The Role of Steroid Hormones, GREB1, and Reproductive Status in Ovarian Cancer Progression

Abstract

Estrogenic hormone replacement therapy increases the risk of developing ovarian cancer, and 17-β estradiol accelerates tumour growth in mouse models of this disease. One possible mediator of estrogen action is Growth Regulation by Estrogen in Breast Cancer 1 (GREB1), an estrogen receptor alpha (ESR1)-upregulated protein. GREB1 is required for hormone-driven proliferation of several breast and prostate cancer cell lines, but its role in tumour progression is unknown and its mechanism of action remains unclear.
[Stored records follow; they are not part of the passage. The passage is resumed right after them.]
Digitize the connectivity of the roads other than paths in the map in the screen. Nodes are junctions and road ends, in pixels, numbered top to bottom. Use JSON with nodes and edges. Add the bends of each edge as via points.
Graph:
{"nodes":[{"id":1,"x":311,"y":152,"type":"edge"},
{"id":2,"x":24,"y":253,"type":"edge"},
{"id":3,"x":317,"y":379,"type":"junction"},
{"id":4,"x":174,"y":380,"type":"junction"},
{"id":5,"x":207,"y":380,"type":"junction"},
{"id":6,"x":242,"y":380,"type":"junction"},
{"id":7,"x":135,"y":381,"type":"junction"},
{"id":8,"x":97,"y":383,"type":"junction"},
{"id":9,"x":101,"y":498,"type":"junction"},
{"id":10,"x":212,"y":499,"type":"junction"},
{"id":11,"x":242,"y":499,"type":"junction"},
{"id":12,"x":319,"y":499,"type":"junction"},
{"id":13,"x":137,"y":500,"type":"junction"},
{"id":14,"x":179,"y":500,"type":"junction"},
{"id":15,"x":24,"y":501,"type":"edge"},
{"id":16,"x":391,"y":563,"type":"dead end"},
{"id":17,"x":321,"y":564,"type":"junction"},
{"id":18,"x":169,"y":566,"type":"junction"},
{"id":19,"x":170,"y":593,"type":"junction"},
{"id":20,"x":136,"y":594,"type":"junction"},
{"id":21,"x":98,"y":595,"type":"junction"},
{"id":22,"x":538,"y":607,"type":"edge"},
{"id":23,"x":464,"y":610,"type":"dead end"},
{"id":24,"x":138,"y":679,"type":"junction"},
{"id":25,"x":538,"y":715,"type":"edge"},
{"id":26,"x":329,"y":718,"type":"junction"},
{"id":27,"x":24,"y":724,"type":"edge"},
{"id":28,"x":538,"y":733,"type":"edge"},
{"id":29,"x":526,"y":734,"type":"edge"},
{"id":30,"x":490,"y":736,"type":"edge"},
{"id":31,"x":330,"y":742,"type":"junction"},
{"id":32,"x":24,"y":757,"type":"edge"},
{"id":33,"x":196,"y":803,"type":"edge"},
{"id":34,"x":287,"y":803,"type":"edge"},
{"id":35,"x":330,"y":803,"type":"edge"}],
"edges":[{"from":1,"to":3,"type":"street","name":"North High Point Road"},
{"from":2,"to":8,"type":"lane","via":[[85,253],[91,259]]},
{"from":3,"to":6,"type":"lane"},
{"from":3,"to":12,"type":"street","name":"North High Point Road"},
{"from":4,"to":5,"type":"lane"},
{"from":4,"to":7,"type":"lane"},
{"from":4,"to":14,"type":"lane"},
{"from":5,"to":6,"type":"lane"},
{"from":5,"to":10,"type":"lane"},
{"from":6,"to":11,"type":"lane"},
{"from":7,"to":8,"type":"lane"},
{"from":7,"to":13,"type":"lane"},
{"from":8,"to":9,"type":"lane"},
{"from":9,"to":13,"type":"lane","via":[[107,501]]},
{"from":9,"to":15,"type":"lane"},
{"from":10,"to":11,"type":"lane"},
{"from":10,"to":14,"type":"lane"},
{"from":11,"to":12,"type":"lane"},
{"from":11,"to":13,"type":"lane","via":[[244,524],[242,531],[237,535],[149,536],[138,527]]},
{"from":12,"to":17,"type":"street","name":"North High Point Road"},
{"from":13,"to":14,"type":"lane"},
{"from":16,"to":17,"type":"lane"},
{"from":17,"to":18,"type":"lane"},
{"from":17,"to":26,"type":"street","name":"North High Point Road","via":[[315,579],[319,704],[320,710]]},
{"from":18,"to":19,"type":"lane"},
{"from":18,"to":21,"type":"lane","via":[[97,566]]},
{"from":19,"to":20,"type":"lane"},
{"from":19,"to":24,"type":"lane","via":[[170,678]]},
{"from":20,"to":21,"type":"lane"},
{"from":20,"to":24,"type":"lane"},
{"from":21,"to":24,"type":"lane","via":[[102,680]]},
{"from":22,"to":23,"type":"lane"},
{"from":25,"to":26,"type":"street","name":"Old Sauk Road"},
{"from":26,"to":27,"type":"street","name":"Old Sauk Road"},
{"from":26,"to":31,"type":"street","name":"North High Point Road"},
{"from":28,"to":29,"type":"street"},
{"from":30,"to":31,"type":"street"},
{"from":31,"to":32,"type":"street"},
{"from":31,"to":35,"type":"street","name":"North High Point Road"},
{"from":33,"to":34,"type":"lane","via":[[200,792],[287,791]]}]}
To determine the role of GREB1 in ovarian cancer, its expression and function were examined in ovarian cancer cell lines and mouse models. GREB1 was upregulated by estradiol, and overexpression and/or knockdown of GREB1 showed that GREB1 promotes proliferation and migration in ovarian cancer cells. GREB1 knockdown also slowed tumour growth and prolonged survival in mice engrafted with ovarian cancer cells. GREB1 expression was detected in human ovarian tumours of all major histotypes, with moderate to strong expression in 75-85% of serous, endometrioid, mucinous, and clear cell carcinomas. GREB1 mRNA levels correlated with ESR1 transcripts, but protein levels of GREB1 and ESR1 did not show a correlation in tumours. Serous, endometrioid and mucinous ovarian cancers were almost always positive for either ESR1 or GREB1 (59/60 tumours), which may imply a dependence on estrogen signalling pathways. GREB1 expression in normal tissues is mainly confined to the reproductive tract, suggesting that it may be useful as a diagnostic biomarker. GREB1 combined with PAX8 showed high efficacy in differentiating mucinous tumours of gastrointestinal vs. ovarian origin. Targeting GREB1 may inhibit tumour-promoting pathways downstream of ESR1 and could therefore prove more effective than current anti-estrogen therapies.